▶ **What the task requires**
Scan the data for "Mawatha" and copy the lines it appears in.
- - -
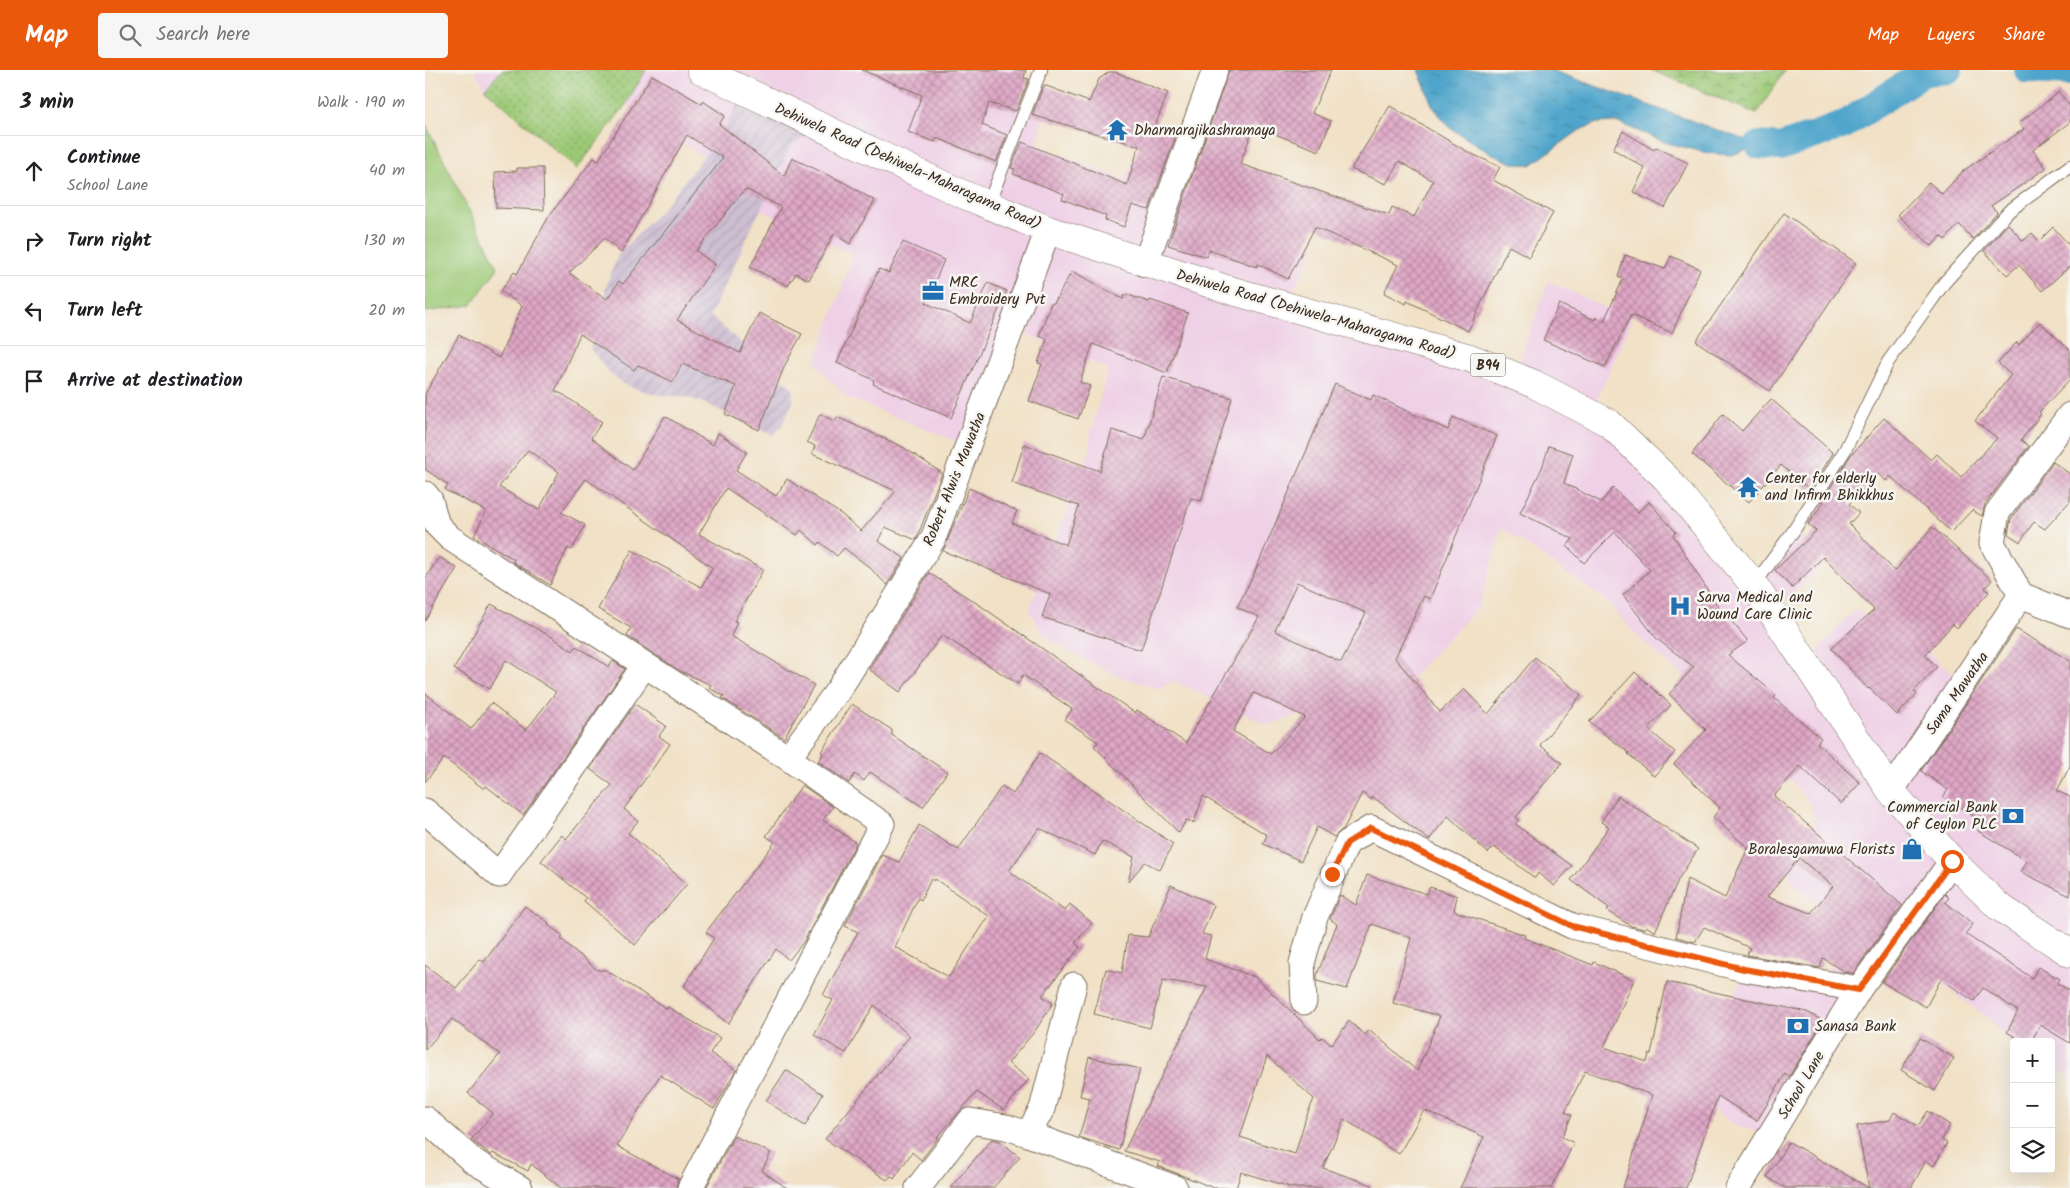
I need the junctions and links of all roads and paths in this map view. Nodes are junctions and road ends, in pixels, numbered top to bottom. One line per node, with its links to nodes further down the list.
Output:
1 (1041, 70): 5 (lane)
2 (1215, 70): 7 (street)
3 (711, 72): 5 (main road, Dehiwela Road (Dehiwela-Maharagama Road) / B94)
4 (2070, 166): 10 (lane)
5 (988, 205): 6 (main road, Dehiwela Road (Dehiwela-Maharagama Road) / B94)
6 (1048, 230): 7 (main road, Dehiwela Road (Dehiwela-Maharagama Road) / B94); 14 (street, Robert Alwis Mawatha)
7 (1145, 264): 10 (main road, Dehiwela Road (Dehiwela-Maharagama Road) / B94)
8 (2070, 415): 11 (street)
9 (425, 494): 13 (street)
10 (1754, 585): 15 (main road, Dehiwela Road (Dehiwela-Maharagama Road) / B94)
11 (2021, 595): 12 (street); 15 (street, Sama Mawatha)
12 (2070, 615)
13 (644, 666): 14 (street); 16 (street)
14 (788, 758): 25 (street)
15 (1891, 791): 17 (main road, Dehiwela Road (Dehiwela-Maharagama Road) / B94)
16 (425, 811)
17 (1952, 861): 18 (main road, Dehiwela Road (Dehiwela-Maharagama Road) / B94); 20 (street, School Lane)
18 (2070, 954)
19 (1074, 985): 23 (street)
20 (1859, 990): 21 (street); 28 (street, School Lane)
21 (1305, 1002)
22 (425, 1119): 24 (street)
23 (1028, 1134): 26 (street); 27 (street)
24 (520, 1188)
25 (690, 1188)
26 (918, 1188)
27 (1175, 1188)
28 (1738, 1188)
- - -
▶ **Answer to this problem**
6 (1048, 230): 7 (main road, Dehiwela Road (Dehiwela-Maharagama Road) / B94); 14 (street, Robert Alwis Mawatha)
11 (2021, 595): 12 (street); 15 (street, Sama Mawatha)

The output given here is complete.